Hello Josh, If you don't mind my jumping in here, I'd first like to say that the show is entertaining. It's not my style, but that's probably because I'm an old geezer.
I believe the answer to your question depends entirely on what kind of cleaning you are doing and what kind of target you have.
When I owned the dry clean delivery business it was "effective" to put flyers on door knobs. Whenever I needed an influx of new customers to meet monthly goals it was easy to send out guys with door hangers and pick up 10-20 new customers in no time. But those were not my top targets. My top targets were entire corporations where, when done properly, I could arrange a presentation at a company meeting and pick up 30 or more new customers in one day. I could pick garments up from ONE designated spot within the building, sometimes doubling or tripling the profit over individual home deliveries.
When Shelly had the DMV business it was "effective" for her to advertise in the yellow pages. She averaged about 20 new customers a month from that. But it was much more effective for her to spend $40 over and over again on cookies, snacks, lunches, etc that she could take to the car dealerships to woo the managers where just one contract with a dealership would mean up to 400 new customers per month!
For me, a home delivery meant more fuel, more time, and even with a higher gross, meant less profit. For her, she gave the dealerships discounted prices up to 50% and STILL made more profit.
In the end we pulled both yellow pages ads and quit marketing to any individual accounts, preferring bulk accounts.
The same thing applies in this industry.
When I started my air filter service it was residential only. My charges were as much as 8 times what I charge for commercial accounts now and I was still barely profitable. Having to deal with hundreds of different personalities, billing accounts and all the fuel costs made the entire process tedious and barely profitable. Flyers, mailers, door hangers, phone calls, yellow page ads, newspaper ads, and all that stuff certainly brought in customers, but it didn't bring in that much cash flow.
Moving on to individual accounts within shopping centers, etc, while discounted more than individual services was my next move. Flyers, radio ads, personal sales calls, and other such methods brought in customers, but the cost to bring in new customers was high.
From there I made a minimum account size goal, paring the target down to customers who had the number of buildings to produce a minimum of 10,000 filters/yr. That narrowed my marketing down to less than 200 targets with a core "premium" target group of less than 50. These respond to lunches, dinner meetings, sports tickets, dinner passes, and personal emails and letters among other things. These take time. I've worked on some as long as 4 years before I got anything from them.

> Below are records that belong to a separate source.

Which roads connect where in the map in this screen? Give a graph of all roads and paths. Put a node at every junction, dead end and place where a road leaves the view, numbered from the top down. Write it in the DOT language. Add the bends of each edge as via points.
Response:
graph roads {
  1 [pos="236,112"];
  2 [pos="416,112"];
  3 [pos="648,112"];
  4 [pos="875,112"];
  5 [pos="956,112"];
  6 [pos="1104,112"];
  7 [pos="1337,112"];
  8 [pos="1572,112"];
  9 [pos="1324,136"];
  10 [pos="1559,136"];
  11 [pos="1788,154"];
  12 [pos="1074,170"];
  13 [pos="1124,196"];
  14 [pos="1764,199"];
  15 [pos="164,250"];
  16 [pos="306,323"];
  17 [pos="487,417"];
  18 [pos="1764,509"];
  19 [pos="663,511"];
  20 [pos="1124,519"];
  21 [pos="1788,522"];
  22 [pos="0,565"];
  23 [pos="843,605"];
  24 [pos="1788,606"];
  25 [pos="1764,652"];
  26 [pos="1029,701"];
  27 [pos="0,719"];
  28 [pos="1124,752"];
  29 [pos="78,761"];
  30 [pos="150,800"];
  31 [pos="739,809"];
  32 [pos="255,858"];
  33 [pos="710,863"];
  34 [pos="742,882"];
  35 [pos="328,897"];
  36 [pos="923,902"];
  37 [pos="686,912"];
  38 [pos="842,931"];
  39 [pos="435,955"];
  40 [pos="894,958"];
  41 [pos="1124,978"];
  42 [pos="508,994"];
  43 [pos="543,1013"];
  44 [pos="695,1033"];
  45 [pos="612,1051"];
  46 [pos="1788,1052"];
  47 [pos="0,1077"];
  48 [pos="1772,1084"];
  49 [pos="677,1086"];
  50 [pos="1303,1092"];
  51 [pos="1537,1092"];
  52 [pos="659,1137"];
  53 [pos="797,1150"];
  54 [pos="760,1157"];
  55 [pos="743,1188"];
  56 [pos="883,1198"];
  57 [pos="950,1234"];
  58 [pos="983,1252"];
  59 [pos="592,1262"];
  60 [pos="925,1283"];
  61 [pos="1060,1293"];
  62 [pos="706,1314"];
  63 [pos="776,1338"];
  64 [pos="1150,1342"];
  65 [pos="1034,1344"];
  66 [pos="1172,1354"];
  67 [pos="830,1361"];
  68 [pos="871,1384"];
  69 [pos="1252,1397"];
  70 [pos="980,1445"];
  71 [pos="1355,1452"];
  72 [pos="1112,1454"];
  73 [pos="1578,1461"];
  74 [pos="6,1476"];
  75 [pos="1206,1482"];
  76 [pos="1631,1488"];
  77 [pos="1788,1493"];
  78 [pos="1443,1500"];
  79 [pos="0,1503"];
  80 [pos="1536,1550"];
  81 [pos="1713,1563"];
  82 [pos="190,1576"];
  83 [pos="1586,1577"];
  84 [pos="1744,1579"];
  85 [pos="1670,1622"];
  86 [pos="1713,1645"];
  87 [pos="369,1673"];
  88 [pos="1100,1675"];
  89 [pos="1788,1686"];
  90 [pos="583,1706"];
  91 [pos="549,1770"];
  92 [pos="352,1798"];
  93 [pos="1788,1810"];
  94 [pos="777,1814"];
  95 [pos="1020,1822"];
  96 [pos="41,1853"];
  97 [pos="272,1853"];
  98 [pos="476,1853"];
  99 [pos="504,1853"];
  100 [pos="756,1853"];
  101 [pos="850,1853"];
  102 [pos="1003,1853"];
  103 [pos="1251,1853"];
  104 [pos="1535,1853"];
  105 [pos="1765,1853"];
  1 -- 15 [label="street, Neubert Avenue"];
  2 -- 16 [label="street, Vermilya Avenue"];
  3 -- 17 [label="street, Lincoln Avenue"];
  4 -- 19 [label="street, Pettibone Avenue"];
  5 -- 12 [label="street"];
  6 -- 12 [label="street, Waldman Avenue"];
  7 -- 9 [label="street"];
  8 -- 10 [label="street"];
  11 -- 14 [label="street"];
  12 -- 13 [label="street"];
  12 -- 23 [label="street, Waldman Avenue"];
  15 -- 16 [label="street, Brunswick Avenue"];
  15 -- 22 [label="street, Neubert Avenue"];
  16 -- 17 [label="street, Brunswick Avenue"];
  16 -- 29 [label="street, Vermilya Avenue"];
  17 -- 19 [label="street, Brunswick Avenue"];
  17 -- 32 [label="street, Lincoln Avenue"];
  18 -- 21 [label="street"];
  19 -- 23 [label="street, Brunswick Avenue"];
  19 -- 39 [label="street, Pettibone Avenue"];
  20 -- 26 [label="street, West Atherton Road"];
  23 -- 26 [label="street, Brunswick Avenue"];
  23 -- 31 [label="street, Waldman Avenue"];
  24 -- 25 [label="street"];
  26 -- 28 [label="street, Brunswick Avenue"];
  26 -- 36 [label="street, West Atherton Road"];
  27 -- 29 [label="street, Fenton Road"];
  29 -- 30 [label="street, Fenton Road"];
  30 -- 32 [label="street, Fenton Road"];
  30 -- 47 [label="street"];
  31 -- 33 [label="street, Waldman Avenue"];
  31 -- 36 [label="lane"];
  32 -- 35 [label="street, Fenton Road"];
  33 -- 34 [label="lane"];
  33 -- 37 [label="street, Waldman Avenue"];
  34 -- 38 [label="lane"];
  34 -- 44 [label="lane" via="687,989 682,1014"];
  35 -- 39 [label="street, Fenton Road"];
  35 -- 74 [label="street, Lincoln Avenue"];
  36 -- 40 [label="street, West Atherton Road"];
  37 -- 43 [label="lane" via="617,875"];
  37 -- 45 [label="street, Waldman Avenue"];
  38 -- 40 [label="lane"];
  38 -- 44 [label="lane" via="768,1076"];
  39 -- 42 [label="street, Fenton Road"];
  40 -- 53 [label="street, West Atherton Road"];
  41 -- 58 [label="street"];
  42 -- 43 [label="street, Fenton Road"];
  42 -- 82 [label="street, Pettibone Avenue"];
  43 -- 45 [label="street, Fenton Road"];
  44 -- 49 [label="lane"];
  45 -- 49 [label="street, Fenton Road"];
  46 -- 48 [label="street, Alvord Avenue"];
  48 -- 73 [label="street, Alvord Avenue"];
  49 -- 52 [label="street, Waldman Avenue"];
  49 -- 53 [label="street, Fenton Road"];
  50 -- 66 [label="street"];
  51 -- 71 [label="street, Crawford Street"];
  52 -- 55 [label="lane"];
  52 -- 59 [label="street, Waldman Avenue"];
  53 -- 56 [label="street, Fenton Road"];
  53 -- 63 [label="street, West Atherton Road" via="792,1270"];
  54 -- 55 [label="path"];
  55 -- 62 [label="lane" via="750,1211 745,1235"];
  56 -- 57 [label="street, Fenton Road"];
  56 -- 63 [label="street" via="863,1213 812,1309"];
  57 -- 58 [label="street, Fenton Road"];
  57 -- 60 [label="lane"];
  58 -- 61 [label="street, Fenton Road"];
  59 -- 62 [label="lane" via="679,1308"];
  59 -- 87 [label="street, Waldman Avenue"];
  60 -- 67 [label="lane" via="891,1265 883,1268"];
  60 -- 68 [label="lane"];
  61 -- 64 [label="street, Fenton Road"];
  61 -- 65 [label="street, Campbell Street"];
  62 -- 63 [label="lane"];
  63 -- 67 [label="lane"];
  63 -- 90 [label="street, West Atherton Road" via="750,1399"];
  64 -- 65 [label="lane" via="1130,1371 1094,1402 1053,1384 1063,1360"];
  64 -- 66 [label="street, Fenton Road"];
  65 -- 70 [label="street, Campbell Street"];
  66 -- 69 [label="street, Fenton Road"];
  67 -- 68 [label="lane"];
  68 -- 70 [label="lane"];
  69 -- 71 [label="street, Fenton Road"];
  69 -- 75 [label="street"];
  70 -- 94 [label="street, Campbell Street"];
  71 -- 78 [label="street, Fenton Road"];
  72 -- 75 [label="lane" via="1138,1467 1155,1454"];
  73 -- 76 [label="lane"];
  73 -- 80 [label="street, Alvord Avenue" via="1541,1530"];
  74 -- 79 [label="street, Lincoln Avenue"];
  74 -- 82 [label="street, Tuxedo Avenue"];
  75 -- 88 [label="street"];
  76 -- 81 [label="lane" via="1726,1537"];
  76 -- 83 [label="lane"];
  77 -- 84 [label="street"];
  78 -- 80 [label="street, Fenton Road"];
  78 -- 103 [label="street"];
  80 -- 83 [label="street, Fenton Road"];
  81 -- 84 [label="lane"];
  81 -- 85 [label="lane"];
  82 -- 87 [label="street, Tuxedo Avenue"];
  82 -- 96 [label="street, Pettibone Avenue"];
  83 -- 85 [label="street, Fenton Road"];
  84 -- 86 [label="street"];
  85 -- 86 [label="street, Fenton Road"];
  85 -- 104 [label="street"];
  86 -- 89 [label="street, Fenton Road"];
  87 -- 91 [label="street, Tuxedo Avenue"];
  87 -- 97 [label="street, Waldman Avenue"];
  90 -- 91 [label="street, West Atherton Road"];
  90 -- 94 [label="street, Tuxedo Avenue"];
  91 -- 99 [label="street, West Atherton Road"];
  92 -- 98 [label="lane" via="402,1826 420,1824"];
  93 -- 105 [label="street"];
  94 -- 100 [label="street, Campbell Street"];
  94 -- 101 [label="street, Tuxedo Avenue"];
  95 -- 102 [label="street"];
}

My son, Chris started off taking anything he could get from house washes to driveways to parking garages. Now his target market is similar to mine and he won't even take residential calls at all. His marketing includes many of the methods we use and he has dropped the flyers and other methods that bring in customers he doesn't want.
My nephew does residential only. Flyers, a well marked truck, advertisements, and all the other things that get the attention of residential customers works for him.
The answer to you question varies depending on the target. There is no "top 5 ways to waste your money" that fits all contractors here.
If you want to discover the top five ways to waste your money on commercial concrete cleaning, there are few who have the years of experience that Ron has to answer that question.
If you want to uncover the top five ways to waste money on marketing to government accounts then Phil or Scott Stone are great sources for that.
If you want to find out the top five ways to waste money on marketing coil cleaning and air filter cleaning, I doubt you would find anyone who has made more mistakes and wasted more money than I have.
On the residential end there are numerous guys who can make that list. I'm sure, as long as he has been in business Everett Abrams can tell a new person a lot of ways to waste money on wood marketing.